Whooping Crane

Cranes, Sky, Whooping Crane, Nature

At about 4.9 feet, the whooping crane is the tallest bird in North America. This bird, which is considered to be endangered, is intriguing, both for its recovery from the brink of extinction and for its inherent beauty.

According to the National Geographic Society, there were just three whooping cranes alive in 1941. At that point in time, it was not illegal to shoot the birds, and people were ruining their natural habitats.

As part of conservation efforts, people have led whooping cranes in their migratory paths using ultralight aircraft in order to train the birds to go”home.” Other efforts to prevent the birds from extinction include captive breeding programs and habitat management.

Whopping Crane Information

They have long, pointed bills.
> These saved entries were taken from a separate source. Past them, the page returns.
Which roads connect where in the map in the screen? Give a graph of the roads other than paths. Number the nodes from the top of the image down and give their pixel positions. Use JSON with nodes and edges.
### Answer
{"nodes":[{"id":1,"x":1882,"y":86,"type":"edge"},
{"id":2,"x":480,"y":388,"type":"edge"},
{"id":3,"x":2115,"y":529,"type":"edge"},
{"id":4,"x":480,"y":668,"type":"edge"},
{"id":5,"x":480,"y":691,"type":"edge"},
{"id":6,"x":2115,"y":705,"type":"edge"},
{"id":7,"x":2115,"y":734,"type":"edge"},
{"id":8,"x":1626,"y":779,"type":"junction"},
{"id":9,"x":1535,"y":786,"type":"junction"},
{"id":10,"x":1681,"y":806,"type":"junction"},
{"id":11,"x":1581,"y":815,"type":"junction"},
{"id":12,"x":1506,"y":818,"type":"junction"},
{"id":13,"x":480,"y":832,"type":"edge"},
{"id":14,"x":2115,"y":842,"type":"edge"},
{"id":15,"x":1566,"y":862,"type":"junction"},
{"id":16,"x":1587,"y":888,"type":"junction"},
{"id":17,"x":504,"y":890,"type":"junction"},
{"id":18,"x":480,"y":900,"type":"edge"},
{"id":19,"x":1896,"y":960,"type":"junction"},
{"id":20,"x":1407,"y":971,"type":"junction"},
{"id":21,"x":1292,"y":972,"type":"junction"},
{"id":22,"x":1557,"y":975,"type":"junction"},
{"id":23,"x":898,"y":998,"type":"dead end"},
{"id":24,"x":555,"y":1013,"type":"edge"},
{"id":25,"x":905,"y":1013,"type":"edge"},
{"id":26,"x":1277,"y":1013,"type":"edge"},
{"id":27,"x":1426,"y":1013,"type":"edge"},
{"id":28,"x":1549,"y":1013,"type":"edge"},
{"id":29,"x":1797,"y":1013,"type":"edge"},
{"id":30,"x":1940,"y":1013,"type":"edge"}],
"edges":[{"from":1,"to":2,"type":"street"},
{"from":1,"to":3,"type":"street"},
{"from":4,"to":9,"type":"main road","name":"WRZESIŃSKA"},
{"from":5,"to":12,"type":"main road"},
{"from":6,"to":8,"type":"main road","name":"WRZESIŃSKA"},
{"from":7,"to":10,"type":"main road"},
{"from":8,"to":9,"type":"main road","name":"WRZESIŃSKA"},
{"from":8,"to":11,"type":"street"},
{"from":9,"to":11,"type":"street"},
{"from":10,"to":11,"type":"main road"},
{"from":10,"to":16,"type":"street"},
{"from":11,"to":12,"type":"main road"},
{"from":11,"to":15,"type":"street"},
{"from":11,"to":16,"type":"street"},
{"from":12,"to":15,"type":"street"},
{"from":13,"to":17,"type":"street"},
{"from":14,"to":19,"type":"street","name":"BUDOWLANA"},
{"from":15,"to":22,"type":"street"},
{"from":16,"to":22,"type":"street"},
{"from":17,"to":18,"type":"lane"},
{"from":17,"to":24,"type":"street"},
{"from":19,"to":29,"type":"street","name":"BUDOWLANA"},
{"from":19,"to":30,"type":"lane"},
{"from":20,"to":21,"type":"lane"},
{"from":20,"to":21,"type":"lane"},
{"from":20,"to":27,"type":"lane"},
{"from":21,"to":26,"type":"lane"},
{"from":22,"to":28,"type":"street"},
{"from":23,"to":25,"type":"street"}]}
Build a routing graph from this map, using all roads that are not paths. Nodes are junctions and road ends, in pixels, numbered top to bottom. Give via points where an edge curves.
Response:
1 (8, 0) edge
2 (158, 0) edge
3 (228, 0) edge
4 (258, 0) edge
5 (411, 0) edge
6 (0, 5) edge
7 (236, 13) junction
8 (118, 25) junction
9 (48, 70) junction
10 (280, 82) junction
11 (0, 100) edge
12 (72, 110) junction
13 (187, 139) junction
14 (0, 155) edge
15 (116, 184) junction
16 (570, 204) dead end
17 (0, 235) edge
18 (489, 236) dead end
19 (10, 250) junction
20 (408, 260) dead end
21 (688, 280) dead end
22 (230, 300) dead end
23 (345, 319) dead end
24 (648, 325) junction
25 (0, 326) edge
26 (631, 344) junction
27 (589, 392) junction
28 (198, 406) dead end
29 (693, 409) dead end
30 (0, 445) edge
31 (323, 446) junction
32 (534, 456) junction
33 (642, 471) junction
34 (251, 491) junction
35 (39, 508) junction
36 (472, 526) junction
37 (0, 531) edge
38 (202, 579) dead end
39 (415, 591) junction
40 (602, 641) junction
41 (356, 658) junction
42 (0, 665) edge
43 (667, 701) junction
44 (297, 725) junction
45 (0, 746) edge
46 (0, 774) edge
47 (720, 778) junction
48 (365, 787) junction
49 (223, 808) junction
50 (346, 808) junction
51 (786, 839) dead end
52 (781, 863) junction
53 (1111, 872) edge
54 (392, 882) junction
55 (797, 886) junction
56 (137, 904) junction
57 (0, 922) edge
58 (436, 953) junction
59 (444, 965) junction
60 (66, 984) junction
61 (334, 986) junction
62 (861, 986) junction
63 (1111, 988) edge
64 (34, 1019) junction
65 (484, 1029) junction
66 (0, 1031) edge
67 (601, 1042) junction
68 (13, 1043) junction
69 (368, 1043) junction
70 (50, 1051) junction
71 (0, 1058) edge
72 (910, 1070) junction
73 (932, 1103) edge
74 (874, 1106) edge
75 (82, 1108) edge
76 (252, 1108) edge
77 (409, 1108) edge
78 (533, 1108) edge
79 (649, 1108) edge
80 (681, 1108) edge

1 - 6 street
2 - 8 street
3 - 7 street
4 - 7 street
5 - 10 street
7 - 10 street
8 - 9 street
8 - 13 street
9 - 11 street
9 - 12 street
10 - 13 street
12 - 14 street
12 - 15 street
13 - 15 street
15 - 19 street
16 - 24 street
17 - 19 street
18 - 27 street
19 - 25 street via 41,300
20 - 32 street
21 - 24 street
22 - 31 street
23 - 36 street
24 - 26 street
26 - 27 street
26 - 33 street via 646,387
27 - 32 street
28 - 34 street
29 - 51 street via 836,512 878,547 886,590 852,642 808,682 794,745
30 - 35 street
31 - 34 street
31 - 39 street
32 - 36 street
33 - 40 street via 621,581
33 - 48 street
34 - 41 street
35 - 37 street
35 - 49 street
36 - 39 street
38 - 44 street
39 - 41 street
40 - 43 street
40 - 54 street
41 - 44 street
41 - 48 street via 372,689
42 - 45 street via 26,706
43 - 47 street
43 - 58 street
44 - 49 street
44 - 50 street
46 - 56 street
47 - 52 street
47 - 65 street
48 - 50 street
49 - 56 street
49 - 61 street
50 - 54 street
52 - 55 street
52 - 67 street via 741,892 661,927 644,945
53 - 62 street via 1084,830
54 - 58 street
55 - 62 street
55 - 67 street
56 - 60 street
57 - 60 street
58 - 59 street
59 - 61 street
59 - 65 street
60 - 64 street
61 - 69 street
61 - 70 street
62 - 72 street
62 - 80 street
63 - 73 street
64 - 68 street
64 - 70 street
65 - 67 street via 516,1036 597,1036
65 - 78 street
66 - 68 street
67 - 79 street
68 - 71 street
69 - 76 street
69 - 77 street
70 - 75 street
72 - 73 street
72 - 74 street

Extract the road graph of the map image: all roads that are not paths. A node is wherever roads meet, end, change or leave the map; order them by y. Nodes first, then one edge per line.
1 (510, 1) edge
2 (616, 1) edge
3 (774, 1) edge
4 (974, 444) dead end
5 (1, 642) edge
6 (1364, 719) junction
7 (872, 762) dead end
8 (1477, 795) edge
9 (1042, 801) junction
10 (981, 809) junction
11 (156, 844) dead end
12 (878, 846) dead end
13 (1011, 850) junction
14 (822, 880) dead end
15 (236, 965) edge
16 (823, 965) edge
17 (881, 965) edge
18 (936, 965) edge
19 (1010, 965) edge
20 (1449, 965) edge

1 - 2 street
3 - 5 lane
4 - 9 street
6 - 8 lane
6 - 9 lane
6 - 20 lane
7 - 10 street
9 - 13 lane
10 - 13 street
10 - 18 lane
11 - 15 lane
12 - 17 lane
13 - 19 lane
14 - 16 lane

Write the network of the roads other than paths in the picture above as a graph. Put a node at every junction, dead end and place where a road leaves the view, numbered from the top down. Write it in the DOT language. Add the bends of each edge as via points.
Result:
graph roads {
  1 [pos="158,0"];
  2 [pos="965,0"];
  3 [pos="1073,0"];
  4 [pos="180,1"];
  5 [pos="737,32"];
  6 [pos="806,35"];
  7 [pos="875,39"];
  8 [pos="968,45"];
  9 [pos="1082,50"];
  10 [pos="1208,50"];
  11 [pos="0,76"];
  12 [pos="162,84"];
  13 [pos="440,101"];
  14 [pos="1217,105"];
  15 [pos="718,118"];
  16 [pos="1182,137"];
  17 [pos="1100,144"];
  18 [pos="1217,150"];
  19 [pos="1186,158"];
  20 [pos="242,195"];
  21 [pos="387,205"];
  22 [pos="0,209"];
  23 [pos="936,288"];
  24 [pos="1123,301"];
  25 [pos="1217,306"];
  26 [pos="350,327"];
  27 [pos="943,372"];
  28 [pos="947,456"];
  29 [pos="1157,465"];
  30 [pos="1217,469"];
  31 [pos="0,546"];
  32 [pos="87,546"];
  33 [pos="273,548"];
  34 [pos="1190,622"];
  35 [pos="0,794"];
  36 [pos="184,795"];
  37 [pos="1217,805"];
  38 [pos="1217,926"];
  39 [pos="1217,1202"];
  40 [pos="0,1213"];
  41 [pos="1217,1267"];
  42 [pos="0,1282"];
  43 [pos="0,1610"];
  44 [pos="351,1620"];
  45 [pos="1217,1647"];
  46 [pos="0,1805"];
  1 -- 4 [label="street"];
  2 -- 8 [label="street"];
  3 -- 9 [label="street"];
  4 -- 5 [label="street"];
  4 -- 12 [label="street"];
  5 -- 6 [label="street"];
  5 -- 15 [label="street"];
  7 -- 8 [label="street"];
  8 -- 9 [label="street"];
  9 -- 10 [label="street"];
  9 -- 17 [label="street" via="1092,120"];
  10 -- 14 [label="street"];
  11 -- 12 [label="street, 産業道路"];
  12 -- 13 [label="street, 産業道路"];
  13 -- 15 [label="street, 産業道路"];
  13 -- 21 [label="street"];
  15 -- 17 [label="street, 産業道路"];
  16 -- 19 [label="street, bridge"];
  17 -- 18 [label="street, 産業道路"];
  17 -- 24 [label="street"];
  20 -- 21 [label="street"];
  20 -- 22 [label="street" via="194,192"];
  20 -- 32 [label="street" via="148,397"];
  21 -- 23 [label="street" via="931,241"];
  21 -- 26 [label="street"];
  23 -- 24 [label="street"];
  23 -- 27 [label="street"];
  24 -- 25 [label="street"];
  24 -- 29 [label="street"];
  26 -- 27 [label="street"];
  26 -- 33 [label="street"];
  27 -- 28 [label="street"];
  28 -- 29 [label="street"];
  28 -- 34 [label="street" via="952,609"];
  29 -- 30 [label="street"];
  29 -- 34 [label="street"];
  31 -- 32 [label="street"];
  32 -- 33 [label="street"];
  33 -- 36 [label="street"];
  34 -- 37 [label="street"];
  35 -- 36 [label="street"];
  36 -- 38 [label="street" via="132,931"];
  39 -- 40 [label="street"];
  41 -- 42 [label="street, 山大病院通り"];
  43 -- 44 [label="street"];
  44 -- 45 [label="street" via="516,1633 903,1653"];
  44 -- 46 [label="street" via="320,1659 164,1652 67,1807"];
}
They may have black wingtips. Juveniles are usually a cinnamon color. These birds prefer to live in family groups and pairs mate for life. But if one of the mates dies, the other will re-mate if at all possible.

Along with being tall, their wing length is about 7 feet. These birds have an average lifetime in the wild of 22 to 24 decades.

Whooping cranes are omnivorous, meaning that the birds will eat both plants and meat. Among the foods that these cranes like are insects, acorns, shellfish, water plants and frogs.

Today, whooping cranes breed predominately in Canada’s Wood Buffalo National Park and spend winters in the Arkansas National Wildlife Refuge in Texas. Protection plans include diversifying migratory paths and locations for breeding and wintering, as the birds’ habitats continue to be under pressure due to pollution and our expanding population.

Cranes not only sleep in water but construct their nests up in water for protection from predators. The average number of eggs laid is two, though just 1 baby usually survives to the fledgling stage.